Max wollte mich nach der Wende mal wegen einer unbedachten Äußerung rausschmeißen, tat es jedoch aufgrund unserer langjährigen Freundschaft nicht. Er wusste, ich hätte nie arbeiten müssen. Meinen Beruf mag ich zu sehr. Max sagte damals oft: “Vergiss es!” Früher auch: “Erlaube mal.”
Die lieben Eltern starben mit 77 bzw. 72 im Jahre 1992. Doris hat mir mein Erbe bereits vorab ausgezahlt, falls es mal Streit geben sollte, natürlich nicht zwischen uns Geschwistern. Ich kann von den Zinsen leben.
Die Beziehung mit Constanze Kadern scheiterte ebenfalls, nachdem wir 10 Jahre verlobt gewesen waren. In einer Studentenbar hatten wir uns kennengelernt. Conny war erst 17 und hatte gerade mit der Fachschulausbildung zur Krankenschwester begonnen. Ich war im letzten Studienjahr Erziehungswissenschaften. Wir waren zu jung. Obwohl ich gut situiert bin, hatte ich immer Bedenken, dass Conny womöglich zu früh schwanger wird. Sie sollte doch zumindest unbelastet ihre Berufsausbildung abschließen können.

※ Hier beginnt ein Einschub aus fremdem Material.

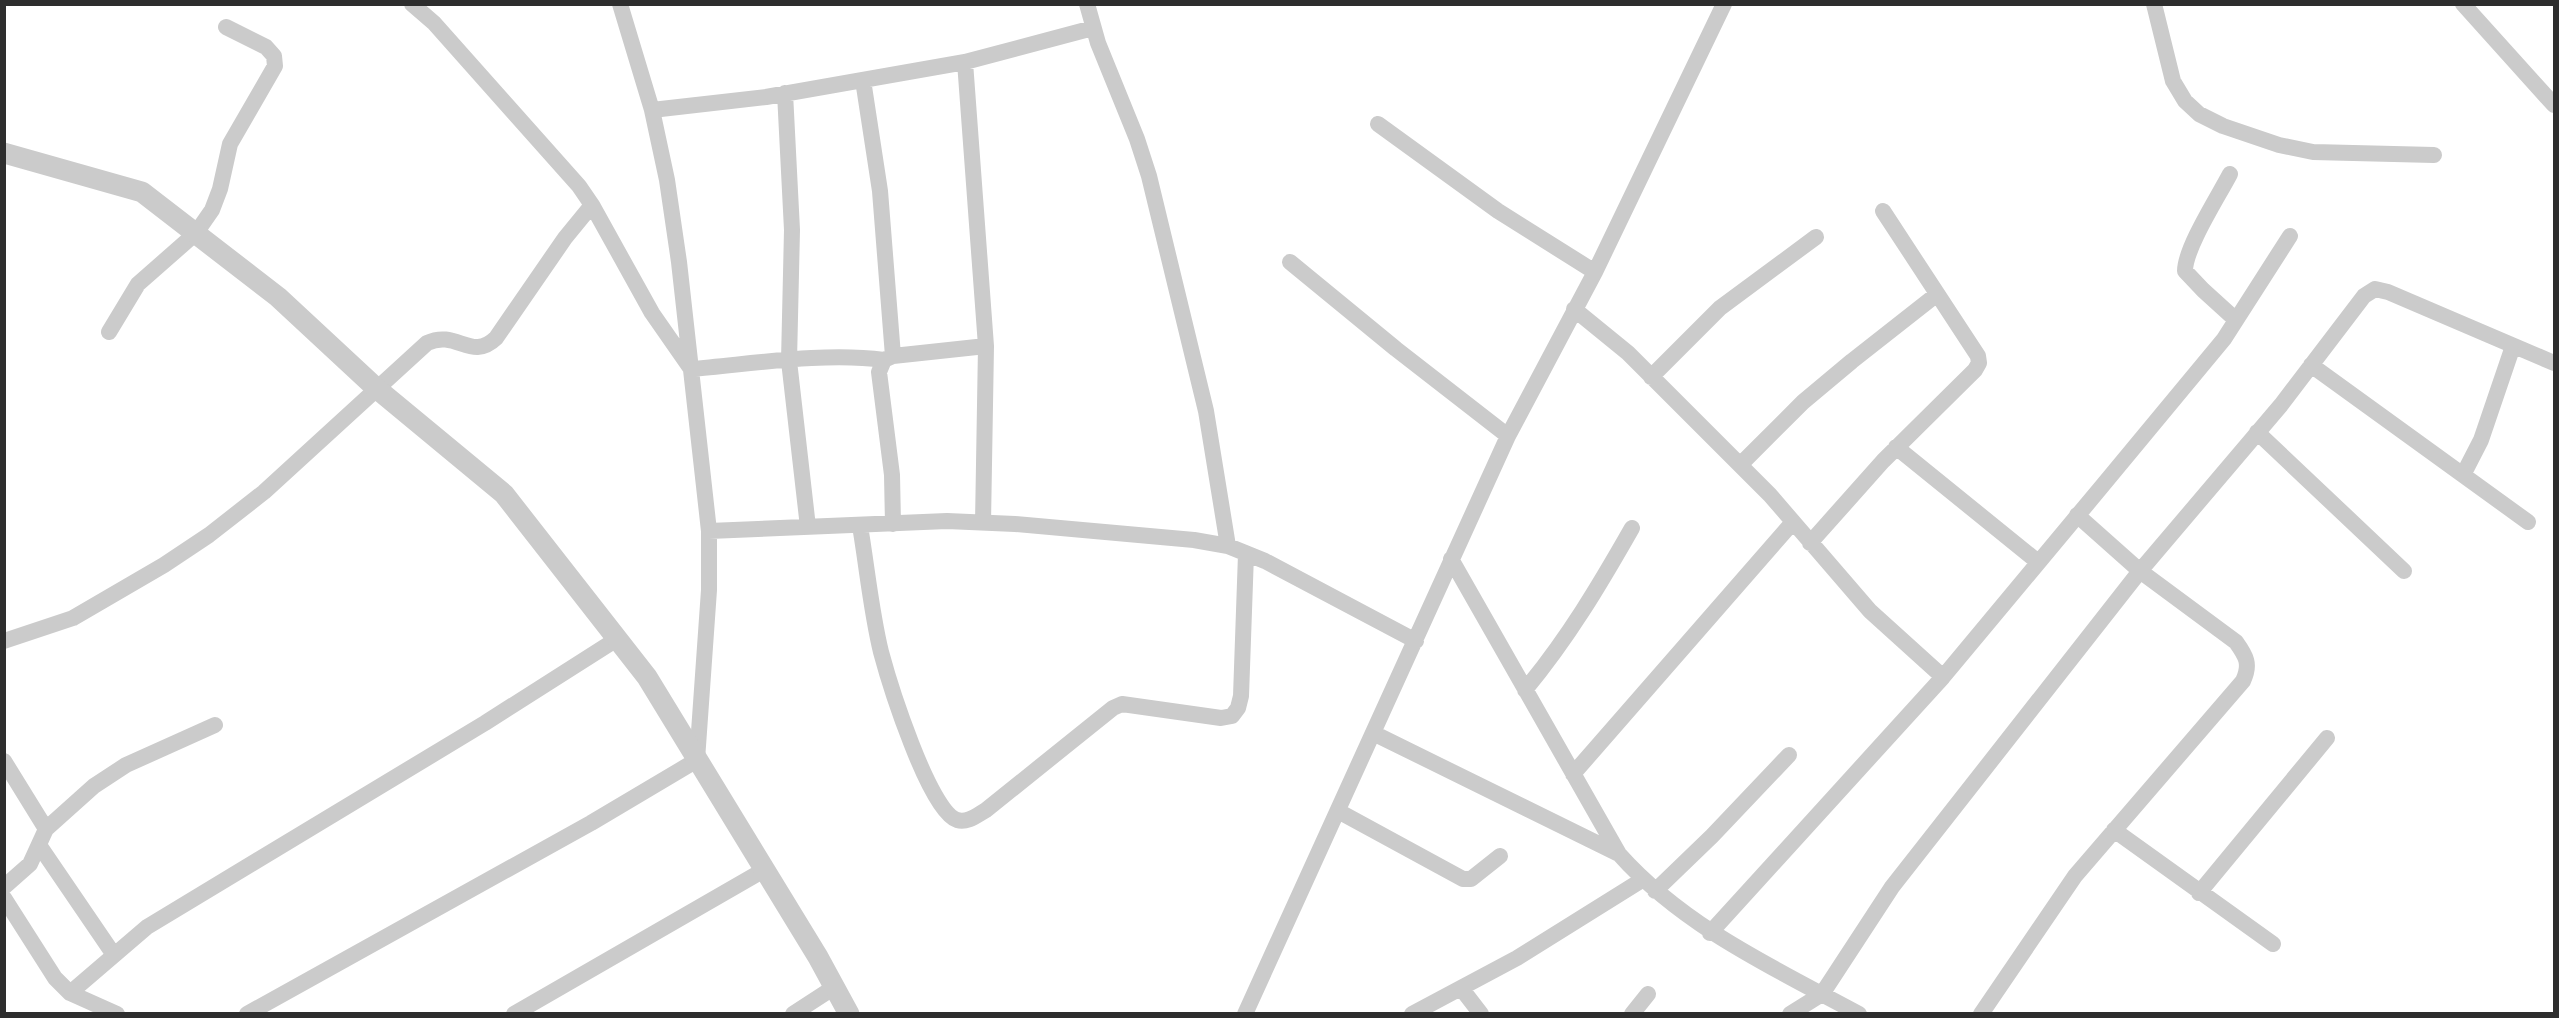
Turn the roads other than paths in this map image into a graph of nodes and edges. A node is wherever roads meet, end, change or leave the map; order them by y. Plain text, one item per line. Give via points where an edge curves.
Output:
1 (412, 4) edge
2 (620, 4) edge
3 (1087, 4) edge
4 (1724, 4) edge
5 (2154, 4) edge
6 (2463, 4) edge
7 (226, 27) dead end
8 (1093, 28) junction
9 (964, 62) junction
10 (863, 80) junction
11 (785, 93) junction
12 (2554, 105) edge
13 (652, 110) junction
14 (1378, 124) dead end
15 (4, 153) edge
16 (2434, 155) dead end
17 (2230, 174) dead end
18 (592, 205) junction
19 (1883, 212) dead end
20 (196, 233) junction
21 (2290, 236) dead end
22 (1816, 237) dead end
23 (1290, 262) dead end
24 (1594, 272) junction
25 (1936, 295) junction
26 (1574, 309) junction
27 (2236, 320) junction
28 (109, 332) dead end
29 (986, 346) junction
30 (2513, 346) junction
31 (888, 358) junction
32 (789, 361) junction
33 (2554, 363) edge
34 (2311, 365) junction
35 (691, 369) junction
36 (1651, 377) junction
37 (376, 388) junction
38 (2257, 432) junction
39 (1508, 436) junction
40 (1896, 447) junction
41 (1740, 465) junction
42 (2463, 475) junction
43 (2078, 515) junction
44 (1793, 522) junction
45 (2528, 522) dead end
46 (983, 523) junction
47 (893, 524) junction
48 (860, 526) junction
49 (808, 528) junction
50 (1632, 528) dead end
51 (709, 531) junction
52 (1810, 543) junction
53 (1228, 546) junction
54 (1246, 554) junction
55 (1451, 559) junction
56 (2038, 562) junction
57 (2140, 571) junction
58 (2404, 571) dead end
59 (617, 639) junction
60 (4, 641) edge
61 (1416, 641) junction
62 (1943, 677) junction
63 (1525, 690) junction
64 (215, 725) dead end
65 (1373, 733) junction
66 (2327, 738) dead end
67 (1789, 755) dead end
68 (697, 760) junction
69 (4, 761) edge
70 (1573, 774) junction
71 (1338, 811) junction
72 (46, 829) junction
73 (2114, 830) junction
74 (39, 845) junction
75 (1619, 854) junction
76 (1500, 856) dead end
77 (765, 870) junction
78 (1642, 880) junction
79 (4, 887) edge
80 (1655, 891) junction
81 (2199, 893) junction
82 (4, 898) edge
83 (1710, 933) junction
84 (2273, 944) dead end
85 (114, 956) junction
86 (833, 988) junction
87 (1461, 988) junction
88 (70, 993) junction
89 (1648, 994) dead end
90 (1822, 994) junction
91 (117, 1014) edge
92 (247, 1014) edge
93 (514, 1014) edge
94 (793, 1014) edge
95 (849, 1014) edge
96 (1245, 1014) edge
97 (1412, 1014) edge
98 (1481, 1014) edge
99 (1632, 1014) edge
100 (1790, 1014) edge
101 (1859, 1014) edge
102 (1981, 1014) edge

1 - 18 street via 434,23
2 - 13 street
3 - 8 street
4 - 24 street
5 - 16 street via 2173,81 2199,114 2279,145 2313,152
6 - 12 street
7 - 20 street via 266,47 274,56 275,66 230,144 216,201
8 - 9 street
8 - 53 street via 1149,176 1206,411
9 - 10 street
9 - 29 street
10 - 11 street
10 - 31 street via 880,191
11 - 13 street
11 - 32 street via 792,230
13 - 35 street via 680,262
14 - 24 street via 1498,211
15 - 20 street via 142,192
17 - 27 street via 2193,244 2185,271
18 - 35 street via 652,313
18 - 37 street via 487,347 438,338 427,343
19 - 25 street
20 - 28 street via 138,284
20 - 37 street via 278,297
21 - 27 street
22 - 36 street via 1720,308
23 - 39 street
24 - 26 street
25 - 40 street via 1979,363
25 - 41 street via 1811,395
26 - 36 street via 1612,338
26 - 39 street
27 - 43 street
29 - 31 street
29 - 46 street
30 - 33 street
30 - 34 street via 2375,289 2364,296
30 - 42 street via 2481,440
31 - 32 street
31 - 47 street via 879,372 892,475
32 - 35 street
32 - 49 street
34 - 38 street
34 - 42 street
35 - 51 street
36 - 41 street
37 - 59 street via 504,494
37 - 60 street via 264,492 209,535 73,618
38 - 57 street
38 - 58 street
39 - 55 street
40 - 52 street
40 - 56 street
41 - 44 street
42 - 45 street
43 - 56 street
43 - 57 street
44 - 52 street
44 - 70 street
46 - 47 street
46 - 53 street
47 - 48 street
48 - 49 street
48 - 54 street via 881,650 897,703 928,784 945,811 956,820 967,821 1122,704 1221,718 1232,716 1241,696
49 - 51 street
50 - 63 street via 1559,649
51 - 68 street via 709,591
52 - 62 street via 1870,611
53 - 54 street
54 - 61 street
55 - 61 street
55 - 63 street
56 - 62 street
57 - 73 street via 2236,642 2247,657 2248,669 2243,681
57 - 90 street via 1892,887
59 - 68 street via 647,677
59 - 85 street via 147,927
61 - 65 street
62 - 83 street
63 - 70 street
64 - 72 street via 126,765 94,786
65 - 71 street
65 - 75 street
66 - 81 street
67 - 80 street
68 - 77 street
68 - 92 street
69 - 72 street
70 - 75 street
71 - 76 street via 1462,879 1471,879
71 - 96 street
72 - 74 street
73 - 81 street
73 - 102 street via 2075,876
74 - 79 street via 30,864
74 - 85 street
75 - 78 street
77 - 86 street
77 - 93 street
78 - 80 street
78 - 87 street
80 - 83 street
81 - 84 street
82 - 88 street via 55,978
83 - 90 street
85 - 88 street
86 - 94 street
86 - 95 street
87 - 97 street
87 - 98 street
88 - 91 street
89 - 99 street
90 - 100 street
90 - 101 street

Wir wollten 1985 eine Reise nach Bulgarien antreten. Das funktionierte nicht, weil Constanze erst ganz neu in einer Klinik angefangen hatte. Weil solche Reisen in der DDR Gold wert waren und ich sie partout nicht zurückgeben wollte, habe ich Max überredet, mit mir nach Bulgarien zu fliegen. Cornelius hat für uns in der Zeit Dienst geschoben. Später hatten Conny und ich mit dem Schichtdienst zu kämpfen. Ab und zu sind wir nach Vorplanung mal paar Tage verreist. Hotelzimmer waren in der DDR insbesondere in der Saison auch schwer zu beschaffen. Constanze wohnte noch im Haus ihrer Eltern. Dann starb recht früh ihr Vater.
1992 kamen auch die Brüder Frank und Steffen zu uns. Deren Eltern, ein Bauingenieurgeschäft aufbauend, waren bei einem Unfall tödlich verunglückt. Frank, Jahrgang 1985, war an dem Tag von der Schule nach Hause gekommen. Er hatte zum Ende seines ersten Schuljahres schon einen Hausschlüssel. Die Eltern kamen nicht heim, Steffen kam ewig nicht aus dem Kindergarten. Nach 17 Uhr erschien die Kindergärtnerin, Steffen (5) an der Hand haltend. Von der anderen Seite kam jemand von der Polizei und teilte mit, dass die Eltern tot seien. Das Jugendamt war verständigt worden. Noch am selben Tag wurden die Geschwister zu uns gebracht. Wir gingen am nächsten Tag in die Wohnung, um Kleidung und die persönlichen Sachen der Jungen zu holen. Mit Frank ging ich kurz danach auch zur Beerdigung. Bald waren erst mal Ferien, Zeit zur Aufarbeitung. Da half mir zum ersten Mal richtig mein Studium der Kinderpsychologie. Als die Schule wieder losging, war ich mit Steffen öfters im benachbarten Heim für Klein- und Vorschulkinder, damit er unter Gleichaltrigen ist und bisschen spielen kann. So ging das noch ein ganzes Jahr bis zu seiner Einschulung, die wir auch ausstatten durften. Wir wollten die Kinder nicht trennen. Das wäre eine zu große Härte für sie gewesen, die von einem Tag zum anderen ganz allein auf der Welt waren. Die Adoption von Frank hat leider nicht geklappt. Ich hätte auch Steffen aufnehmen müssen. Der wollte das nicht. Er kann uns nicht leiden.